En una interpretación cristiana más o menos ortodoxa del Moreira de Favio el Cuerudo ocupa el lugar de Judas, pero el cristianismo de Favio –como el peronismo- no es rígidamente institucional. Si el Diablo también es una criatura digna de piedad, que no hay que confundir con lástima, al Cuerudo no sólo se le evita la vergüenza, como veremos en la escena previa al desenlace. Gracias a él también entra en la película el sentido sagrado de la diversión, aquello de lo que carece Moreira no carece pero que su dimensión de mártir no le permite poner en primer plano. Lo primero que hace Favio es dejar en claro que los doctores y no ya siquiera el pueblo, sino los punteros que median entre unos y otros, no festejan juntos y no porque no habría posibilidad de comunión en la fiesta sino porque lo celebrado por unos es la ruina de los otros, aunque estos últimos no lo sepan. Moreira y Andrade se van al puterío donde se consumará el relato y Favio bien pudo irse con ellos, olvidándose del Cuerudo por lo menos hasta el momento de la delación, pero en vez de eso comparte su destino, que no es solamente el de la traición sino también el del placer. Y uno muy concreto, el de la intimidad sexual sin compromiso amoroso, ausente de la película si no fuera por él.

La noche cobija su última travesura, suave como las plumas de las aves de corral de la feriante a la que se levanta con la gracia descarada del fiero querendón, y húmeda como el clima. Un relámpago más propio de Nazareno Cruz y el lobo que de la épica de esta película anuncia el chaparrón. “Se viene el agüita”, dirá pocos después un milico felliniano casi mirando a cámara. Un pueblerino resbala sobre el palo enjabonado justo antes de que el Cuerudo le haga el filo a una chinita revoleando los ojos:

-La felicito… por los patitos.

Antes de irse, Andrade se despidió del Cuerudo no sin antes anunciarle la lluvia:

-Cumpa, lo dejo por las suyas. Cuidesé que viene la tormenta, y los que están en pedo… se mojan igual. ¡Suerte!

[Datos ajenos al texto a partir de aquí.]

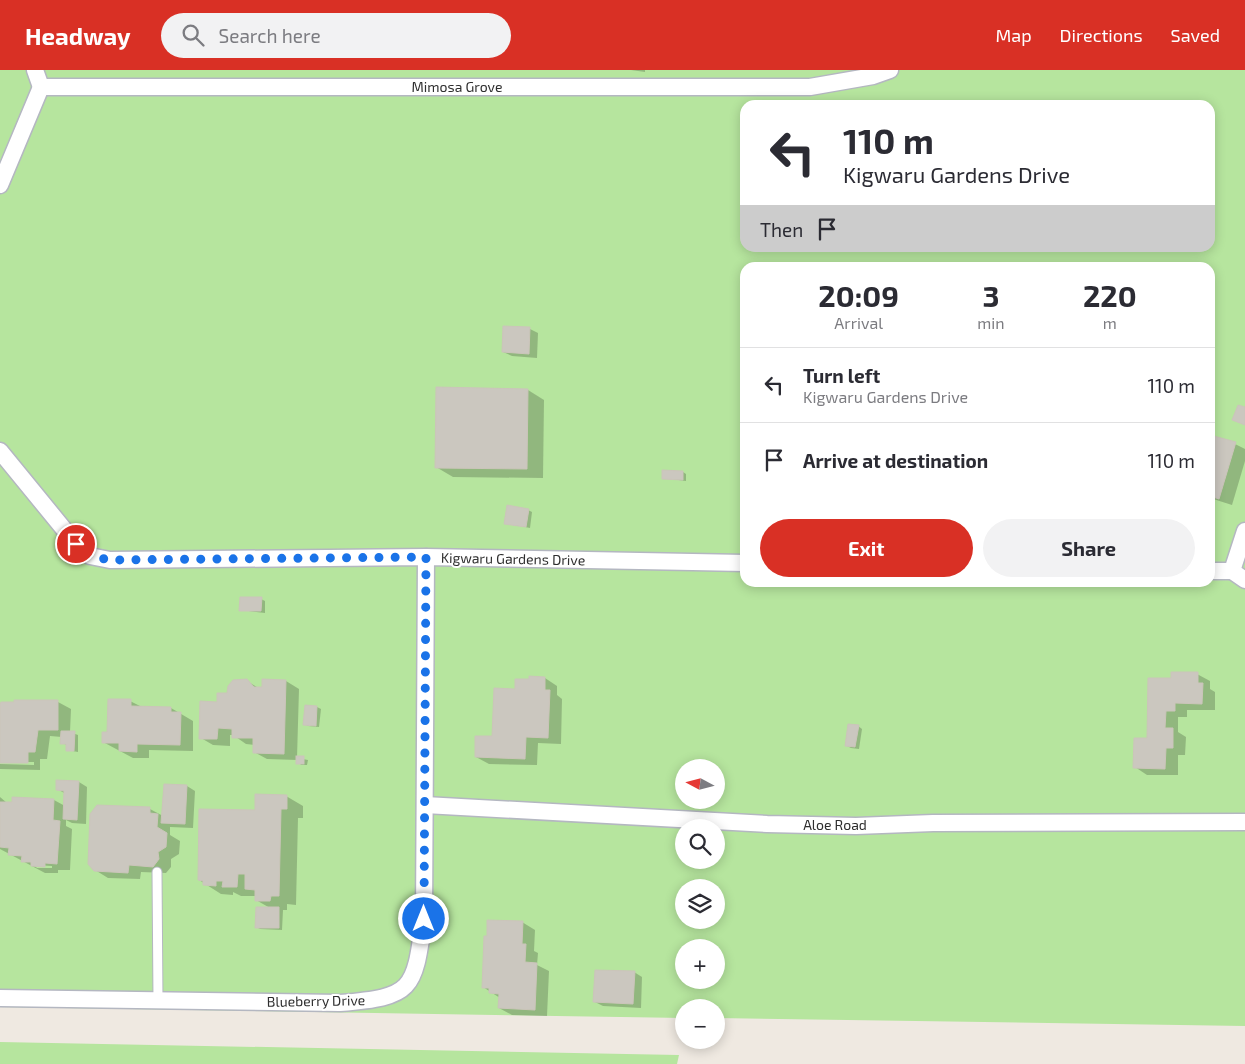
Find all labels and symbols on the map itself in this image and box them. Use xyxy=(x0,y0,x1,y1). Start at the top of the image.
street label: Mimosa Grove xyxy=(412,78,502,95)
pin xyxy=(55,523,97,565)
street label: Kigwaru Gardens Drive xyxy=(441,549,585,568)
north arrow xyxy=(675,759,725,809)
street label: Aloe Road xyxy=(803,816,867,833)
position arrow xyxy=(397,892,449,944)
street label: Blueberry Drive xyxy=(267,991,365,1010)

El Cuerudo encara a la chica:

-Yo estaré en pedo, pero… ( y se relame el labio mientras sonríe).

Segundo plano de relámpago típico de clase B por medio, se acerca a ella:

-¡Santa Rosa, qué inoportuna! Se viene el agüita (y le pellizca la mejilla derecha).

-Tal vez le lave los peca’os (entrando al juego sin levantar la vista).

-¿Quéee?

-Los peca´os.

-¿Aaa mí? Ni el Deluvio, mi chinita.

Es uno de los más eufóricos momentos del cine argentino con buen oído y toda la gracia del mundo. Uno se imagina enteras salas de barrio y de provincias celebrándolo. Siete años antes, Isabel Sarli juega con unos patitos en La tentación desnuda y segundos después le dice a Bo, que tocaba el arpa: “Lo felicito por el concierto”. Si vamos más atrás, un tipo acaricia el ganso de Confesión (Moglia Barth, 1940) mientras Manzi le hace decir a otro: “Debe ser muy triste que a uno se le muera una gallina que baila”. Si hace falta inventariar las riñas de gallos, cuánto más estos desplumes. Mientras el Cuerudo –hermosamente fiero como Edgardo Suárez o como el Monzón de Soñar, soñar– “se hace el lindo”, Andrade y Moreira deciden irse a La estrella, sin saber que será mala y final.

-¿Y? ¿Qué me dice? Nos aguaron el asado. ¿Cómo está?

-Así, así –responde Moreira sin desdibujar la sonrisa-. Mitre se ha alzado en la Capital. Apenas se enteró del triunfo de Avellaneda se puso malito. Alzó las tropas y armó el alboroto. Qué hubo fraude, dice.

-Vaya, vaya.

-Cal…vicie –sonríe Moreira mientras se pasa la mano por la frondosa cabellera-. ¿Rumbeamos pa´ La Estrella.

-¿Con aguacero?

-¿Y de hay?

Empieza a sonar una variación serena del tema principal que acompaña el reposo del Cuerudo y de la china en el catre después de hacer el amor. Llueve del otro lado de la reja y el Cuerudo saborea el instante. Gauchita, la china le reconoce la fama de ladero de Moreira. Atado a la rama de un árbol se balancea un muñeco como resto de la interrumpida fiesta. Al Cuerudo se le borra la sonrisa y menta la muerte con filosofía, como si se trata de una visión, no importa ya si mal agüero o reminiscencia, o un entrevero de ambos:

-Malhaya los monicacos… parecen muertos ai colgados.

-Shh… ¡eso no se dice!

(Continuará…)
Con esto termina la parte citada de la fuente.